We all want good beer to drink. But have you thought about how your beery world would look if you decided to drink nothing but the very best beer? What does that mean? How would you find such exquisite gems in a crowded marketplace? Whose evaluation could you trust? How would you reconcile your personal preferences to those of the experts? Can there even be such a thing as the best beer?
It’s a surprisingly complicated quest, and it turns mainly on this: according to whom? You might think science would be a good place to start, but you’ll be disappointed. As an artistic and cultural product, any value judgment is way beyond the realm of the rational. Science can provide testing methodologies and give us insights into the murky realm of the senses and how our brains turn chemical and electrical signals into thoughts and deep feelings, but it’s strictly an analytical tool and must view pleasure from the outside. Science cannot experience a beer or make qualitative decision about what is good or bad. And even if it could choose, it would probably be just as happy with a relatively sterile mass-market product. Science is unable to empathize with the irrational thrill we have when encountering something luminously beautiful, enchantingly aromatic or flat-out delicious. So science is not much help in choosing the best beer.

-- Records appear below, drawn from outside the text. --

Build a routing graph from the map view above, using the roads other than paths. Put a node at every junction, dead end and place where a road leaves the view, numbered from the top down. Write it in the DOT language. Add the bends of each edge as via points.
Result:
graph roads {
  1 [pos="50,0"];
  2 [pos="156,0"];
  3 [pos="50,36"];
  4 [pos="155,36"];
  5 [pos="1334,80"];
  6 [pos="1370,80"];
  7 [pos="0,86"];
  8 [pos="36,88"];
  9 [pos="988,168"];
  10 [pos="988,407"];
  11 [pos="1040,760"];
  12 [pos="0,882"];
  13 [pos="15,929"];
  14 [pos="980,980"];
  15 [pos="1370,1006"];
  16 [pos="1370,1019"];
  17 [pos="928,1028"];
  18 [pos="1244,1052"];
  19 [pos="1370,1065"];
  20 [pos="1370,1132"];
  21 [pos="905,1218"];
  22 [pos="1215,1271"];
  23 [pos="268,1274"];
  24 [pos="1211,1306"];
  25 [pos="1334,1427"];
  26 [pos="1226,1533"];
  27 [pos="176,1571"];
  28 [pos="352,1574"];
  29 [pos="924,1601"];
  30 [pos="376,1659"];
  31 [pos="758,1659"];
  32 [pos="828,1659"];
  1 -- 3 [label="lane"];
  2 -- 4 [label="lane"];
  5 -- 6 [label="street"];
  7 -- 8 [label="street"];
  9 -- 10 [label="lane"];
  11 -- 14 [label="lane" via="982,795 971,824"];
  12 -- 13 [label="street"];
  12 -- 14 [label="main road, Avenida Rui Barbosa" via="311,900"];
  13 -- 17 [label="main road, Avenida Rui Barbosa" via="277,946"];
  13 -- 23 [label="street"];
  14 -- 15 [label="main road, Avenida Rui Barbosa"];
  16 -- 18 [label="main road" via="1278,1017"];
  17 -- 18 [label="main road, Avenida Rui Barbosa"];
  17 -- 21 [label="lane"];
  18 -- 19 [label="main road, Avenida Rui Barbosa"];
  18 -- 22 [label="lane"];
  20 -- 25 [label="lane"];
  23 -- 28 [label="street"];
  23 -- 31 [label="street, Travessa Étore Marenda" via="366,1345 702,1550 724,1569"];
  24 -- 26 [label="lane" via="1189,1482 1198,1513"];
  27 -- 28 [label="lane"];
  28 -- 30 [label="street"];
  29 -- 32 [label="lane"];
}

So what about an expert opinion? Like most high-profile beer geeks, I get the “What’s your favorite beer?” query a lot. It always feels like people are looking for a little insider information, like a stock tip, and to confirm their own choices. I often disappoint, emphasizing how personal a matter preference really is. But honestly, trying every beer these days is an impossible task. While the Cicerone program and other groups are making headway in getting trained and certified beer experts into more and more situations, most of us rely on a few people in their circle of friends that have a bit more experience, just like my wife asks of me, “What beer do I want?”

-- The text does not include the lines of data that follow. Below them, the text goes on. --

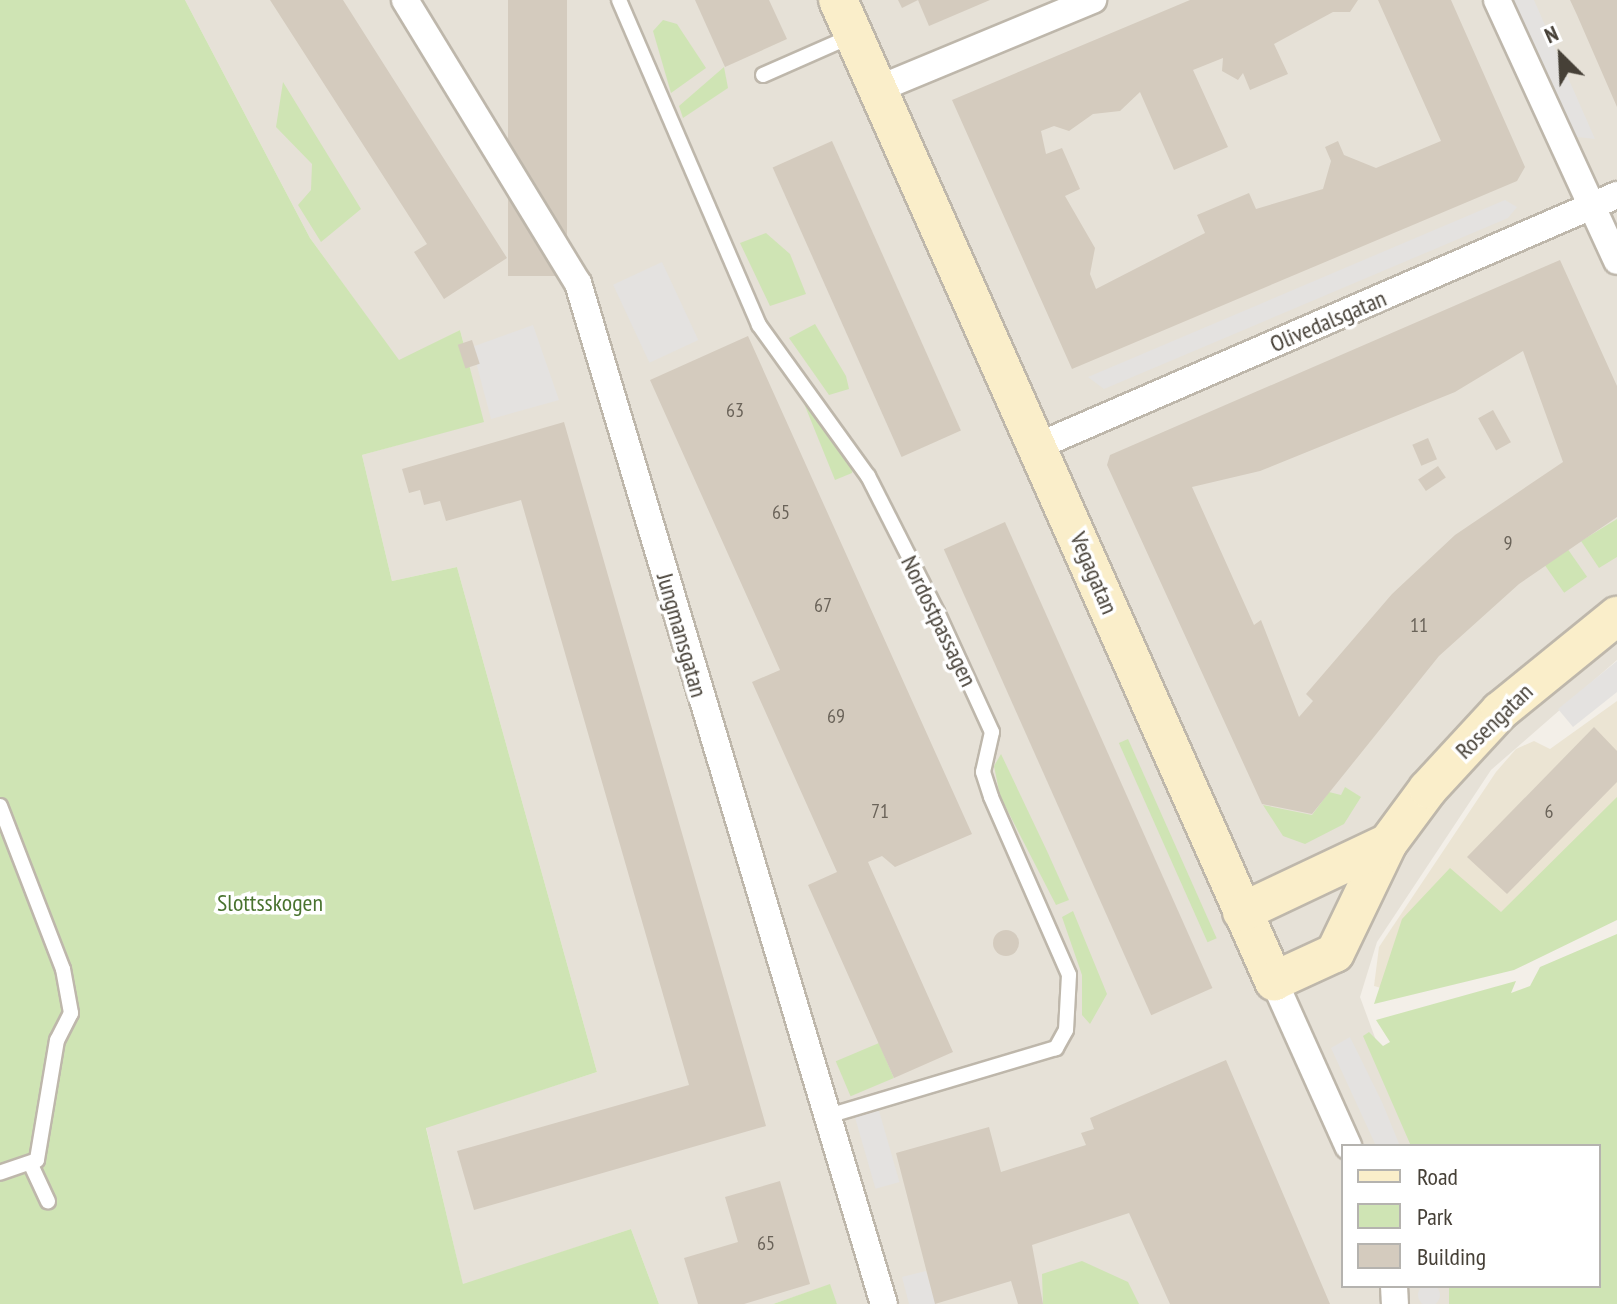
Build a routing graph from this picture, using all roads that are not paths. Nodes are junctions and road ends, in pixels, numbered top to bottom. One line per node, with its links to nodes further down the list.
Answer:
1 (405, 0): 18 (street, Jungmansgatan)
2 (619, 0): 18 (lane, Nordostpassagen)
3 (838, 0): 6 (street, Vegagatan)
4 (1093, 0): 8 (street)
5 (1497, 0): 10 (street)
6 (854, 35): 7 (lane); 8 (street, Vegagatan)
7 (763, 75)
8 (878, 89): 12 (street, Vegagatan)
9 (1617, 195): 10 (street, Olivedalsgatan)
10 (1591, 207): 11 (street); 12 (street, Olivedalsgatan)
11 (1617, 261)
12 (1038, 446): 16 (street, Vegagatan)
13 (1617, 616): 15 (street, Rosengatan)
14 (0, 806): 20 (lane)
15 (1388, 843): 16 (street, Rosengatan); 17 (street, Rosengatan)
16 (1242, 912): 17 (street, Vegagatan)
17 (1274, 981): 19 (street, Vegagatan)
18 (824, 1117): 23 (street, Jungmansgatan)
19 (1347, 1144)
20 (32, 1167): 21 (lane); 22 (lane)
21 (0, 1173)
22 (48, 1201)
23 (884, 1304)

A casual recommendation can’t really get at our best beer question, though. For that you need a lot of experts, their opinions tallied systematically. You have a couple of choices: one is a rating platform, of which Beer Advocate and RateBeer are the largest and most visible; the other is a blind competition, such as the Great American Beer Festival or the World Beer Championship featured in this publication. Rating and judging are quite different. In one, raters just sign up and start offering their opinions on beers they’ve bought or traded on the open market. Competitions invite trained experts and/or brewing professionals to judge their peers, usually in a blind format where judges are totally clueless about whose beer is in the cup.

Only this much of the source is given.